» TASK INSTRUCTIONS:
Omit the images and output every line of the data below exactly.

» Collected data entries:

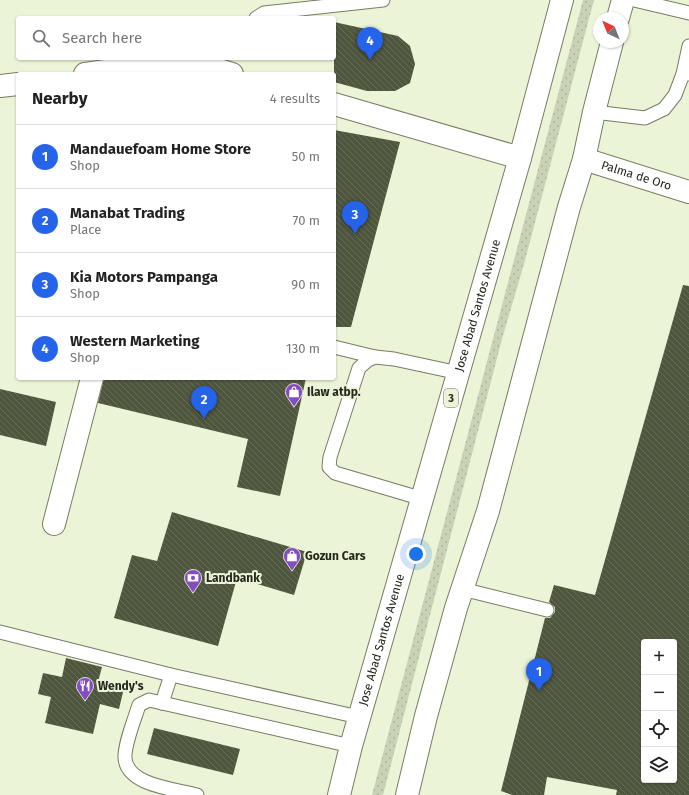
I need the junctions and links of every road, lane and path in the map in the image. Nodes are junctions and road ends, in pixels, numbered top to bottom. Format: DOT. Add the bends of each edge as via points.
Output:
graph roads {
  1 [pos="383,0"];
  2 [pos="562,0"];
  3 [pos="623,0"];
  4 [pos="634,0"];
  5 [pos="620,12"];
  6 [pos="689,13"];
  7 [pos="259,16"];
  8 [pos="689,46"];
  9 [pos="610,48"];
  10 [pos="212,63"];
  11 [pos="174,68"];
  12 [pos="115,72"];
  13 [pos="228,72"];
  14 [pos="686,74"];
  15 [pos="16,84"];
  16 [pos="0,86"];
  17 [pos="336,105"];
  18 [pos="594,112"];
  19 [pos="520,158"];
  20 [pos="584,159"];
  21 [pos="689,192"];
  22 [pos="336,348"];
  23 [pos="375,358"];
  24 [pos="459,373"];
  25 [pos="91,380"];
  26 [pos="423,499"];
  27 [pos="54,524"];
  28 [pos="462,589"];
  29 [pos="547,610"];
  30 [pos="0,632"];
  31 [pos="171,675"];
  32 [pos="162,703"];
  33 [pos="359,717"];
  34 [pos="350,746"];
  35 [pos="197,795"];
  36 [pos="339,795"];
  37 [pos="407,795"];
  1 -- 7 [label="lane" via="264,13"];
  2 -- 19 [label="main road, Jose Abad Santos Avenue / 3"];
  3 -- 5 [label="main road"];
  4 -- 6 [label="lane"];
  8 -- 14 [label="lane"];
  9 -- 18 [label="main road"];
  10 -- 11 [label="main road"];
  10 -- 13 [label="main road"];
  11 -- 12 [label="main road"];
  14 -- 18 [label="lane" via="664,109 644,118"];
  15 -- 16 [label="main road"];
  17 -- 19 [label="main road"];
  18 -- 20 [label="main road"];
  19 -- 24 [label="main road, Jose Abad Santos Avenue / 3"];
  20 -- 21 [label="main road, Palma de Oro"];
  20 -- 28 [label="main road" via="488,511"];
  22 -- 23 [label="lane"];
  23 -- 24 [label="lane" via="394,359"];
  23 -- 26 [label="lane" via="368,360 359,368 329,467 335,473"];
  24 -- 26 [label="main road, Jose Abad Santos Avenue / 3"];
  25 -- 27 [label="main road"];
  26 -- 33 [label="main road, Jose Abad Santos Avenue / 3"];
  28 -- 29 [label="lane"];
  28 -- 37 [label="main road" via="426,716"];
  30 -- 31 [label="lane"];
  31 -- 32 [label="lane"];
  31 -- 33 [label="lane"];
  32 -- 34 [label="lane"];
  32 -- 35 [label="lane" via="149,700 139,705 125,758 129,770 145,782"];
  33 -- 34 [label="main road, Jose Abad Santos Avenue / 3"];
  34 -- 36 [label="main road, Jose Abad Santos Avenue / 3"];
}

» RESPONSE AREA:
I need the junctions and links of every road, lane and path in the map in the image. Nodes are junctions and road ends, in pixels, numbered top to bottom. Format: DOT. Add the bends of each edge as via points.
Output:
graph roads {
  1 [pos="383,0"];
  2 [pos="562,0"];
  3 [pos="623,0"];
  4 [pos="634,0"];
  5 [pos="620,12"];
  6 [pos="689,13"];
  7 [pos="259,16"];
  8 [pos="689,46"];
  9 [pos="610,48"];
  10 [pos="212,63"];
  11 [pos="174,68"];
  12 [pos="115,72"];
  13 [pos="228,72"];
  14 [pos="686,74"];
  15 [pos="16,84"];
  16 [pos="0,86"];
  17 [pos="336,105"];
  18 [pos="594,112"];
  19 [pos="520,158"];
  20 [pos="584,159"];
  21 [pos="689,192"];
  22 [pos="336,348"];
  23 [pos="375,358"];
  24 [pos="459,373"];
  25 [pos="91,380"];
  26 [pos="423,499"];
  27 [pos="54,524"];
  28 [pos="462,589"];
  29 [pos="547,610"];
  30 [pos="0,632"];
  31 [pos="171,675"];
  32 [pos="162,703"];
  33 [pos="359,717"];
  34 [pos="350,746"];
  35 [pos="197,795"];
  36 [pos="339,795"];
  37 [pos="407,795"];
  1 -- 7 [label="lane" via="264,13"];
  2 -- 19 [label="main road, Jose Abad Santos Avenue / 3"];
  3 -- 5 [label="main road"];
  4 -- 6 [label="lane"];
  8 -- 14 [label="lane"];
  9 -- 18 [label="main road"];
  10 -- 11 [label="main road"];
  10 -- 13 [label="main road"];
  11 -- 12 [label="main road"];
  14 -- 18 [label="lane" via="664,109 644,118"];
  15 -- 16 [label="main road"];
  17 -- 19 [label="main road"];
  18 -- 20 [label="main road"];
  19 -- 24 [label="main road, Jose Abad Santos Avenue / 3"];
  20 -- 21 [label="main road, Palma de Oro"];
  20 -- 28 [label="main road" via="488,511"];
  22 -- 23 [label="lane"];
  23 -- 24 [label="lane" via="394,359"];
  23 -- 26 [label="lane" via="368,360 359,368 329,467 335,473"];
  24 -- 26 [label="main road, Jose Abad Santos Avenue / 3"];
  25 -- 27 [label="main road"];
  26 -- 33 [label="main road, Jose Abad Santos Avenue / 3"];
  28 -- 29 [label="lane"];
  28 -- 37 [label="main road" via="426,716"];
  30 -- 31 [label="lane"];
  31 -- 32 [label="lane"];
  31 -- 33 [label="lane"];
  32 -- 34 [label="lane"];
  32 -- 35 [label="lane" via="149,700 139,705 125,758 129,770 145,782"];
  33 -- 34 [label="main road, Jose Abad Santos Avenue / 3"];
  34 -- 36 [label="main road, Jose Abad Santos Avenue / 3"];
}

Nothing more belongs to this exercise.